▶ What you need to do:
Your answer should be the full data, transcribed exactly, with no pictures in it.

▶ Information provided:
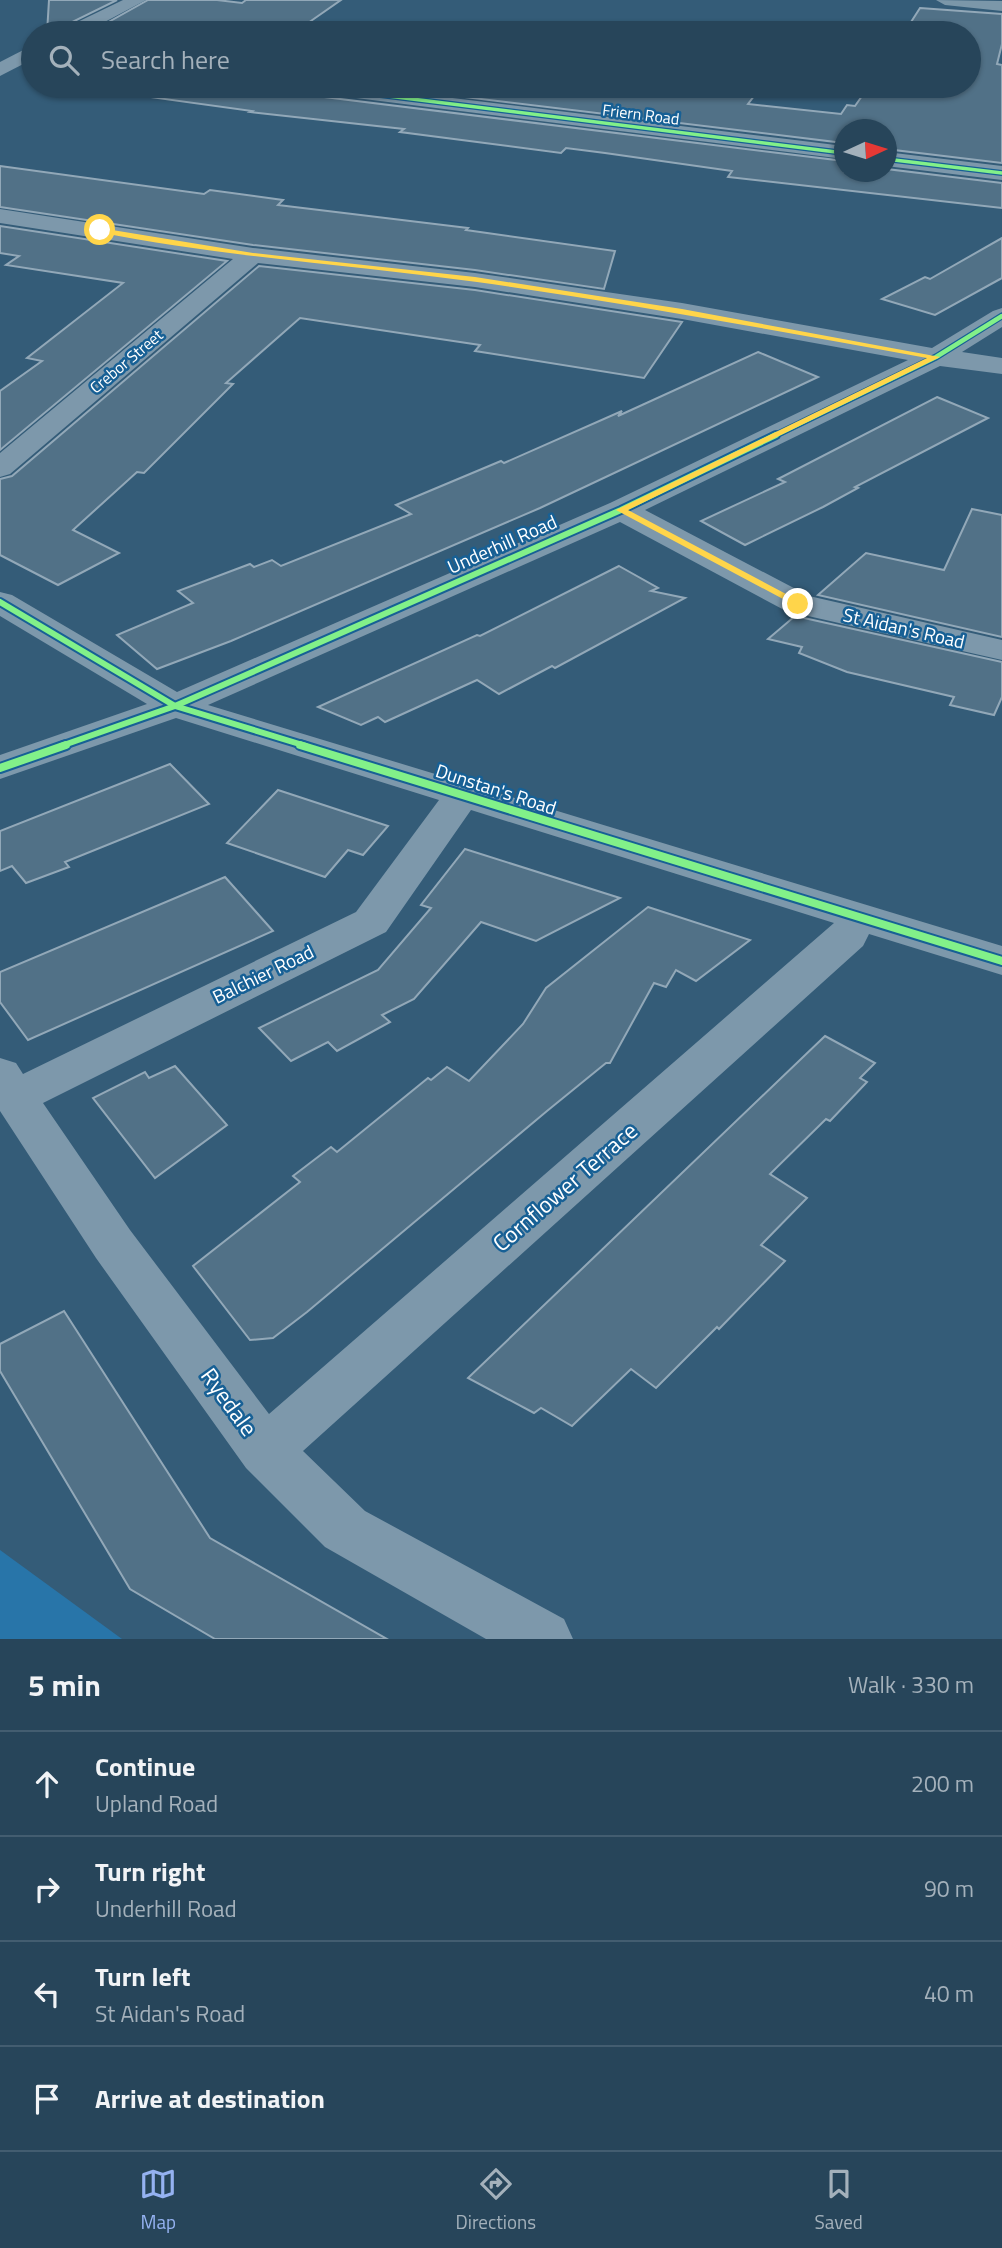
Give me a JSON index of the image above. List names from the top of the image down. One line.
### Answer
{"streets":{"street":["Friern Road","Crebor Street","Underhill Road","St Aidan's Road","Dunstan's Road","Balchier Road","Cornflower Terrace","Ryedale"]},"crossings":[["Underhill Road","St Aidan's Road"],["Underhill Road","Dunstan's Road"],["Dunstan's Road","Balchier Road"],["Dunstan's Road","Cornflower Terrace"],["Balchier Road","Ryedale"],["Cornflower Terrace","Ryedale"]],"north":"right","page":{"search":"Search here","heading":["5 min","Walk · 330 m"],"list":[["Continue","Upland Road","200 m"],["Turn right","Underhill Road","90 m"],["Turn left","St Aidan's Road","40 m"],"Arrive at destination"],"nav":["Map","Directions","Saved"]}}
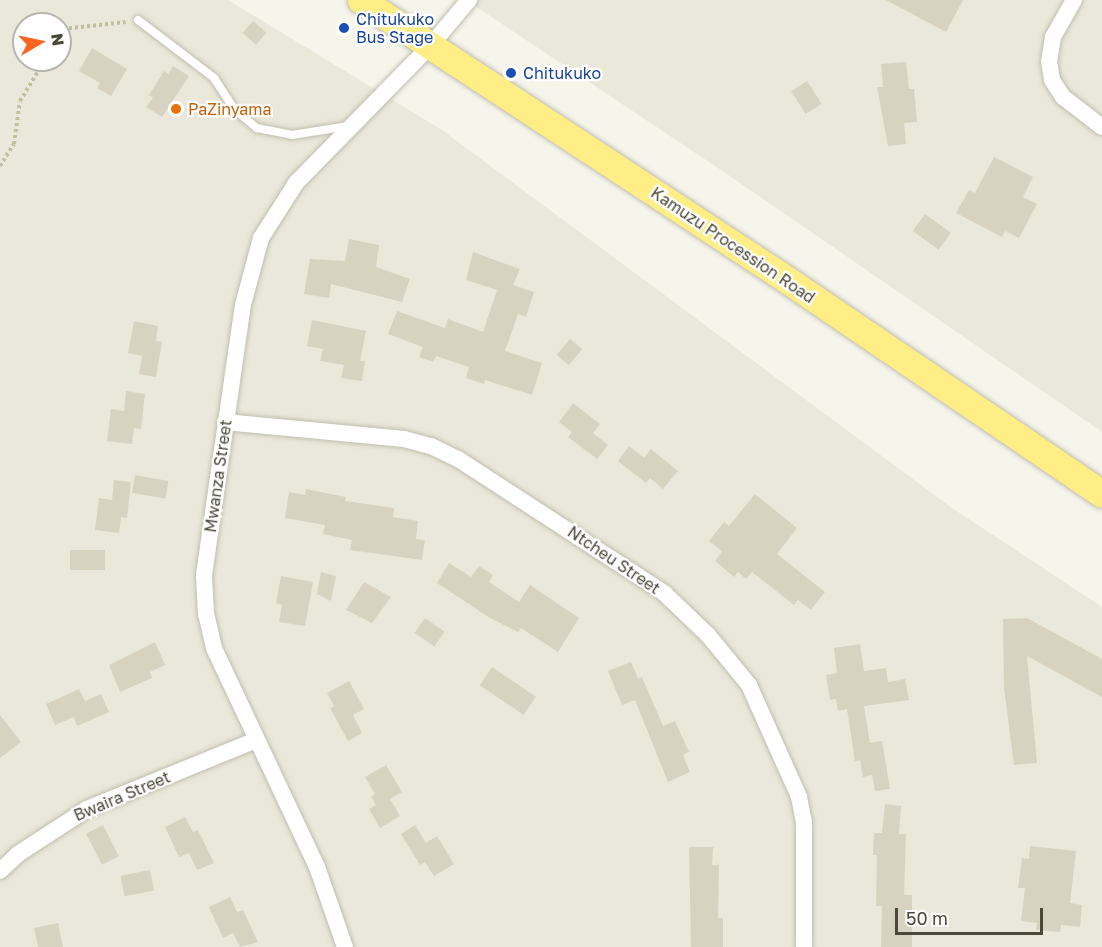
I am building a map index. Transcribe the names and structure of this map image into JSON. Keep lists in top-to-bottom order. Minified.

▶ Solution for this exercise:
Give me a JSON index of the image above. List names from the top of the image down. One line.
### Answer
{"streets":{"street":["Friern Road","Crebor Street","Underhill Road","St Aidan's Road","Dunstan's Road","Balchier Road","Cornflower Terrace","Ryedale"]},"crossings":[["Underhill Road","St Aidan's Road"],["Underhill Road","Dunstan's Road"],["Dunstan's Road","Balchier Road"],["Dunstan's Road","Cornflower Terrace"],["Balchier Road","Ryedale"],["Cornflower Terrace","Ryedale"]],"north":"right","page":{"search":"Search here","heading":["5 min","Walk · 330 m"],"list":[["Continue","Upland Road","200 m"],["Turn right","Underhill Road","90 m"],["Turn left","St Aidan's Road","40 m"],"Arrive at destination"],"nav":["Map","Directions","Saved"]}}
I am building a map index. Transcribe the names and structure of this map image into JSON. Keep lists in top-to-bottom order. Minified.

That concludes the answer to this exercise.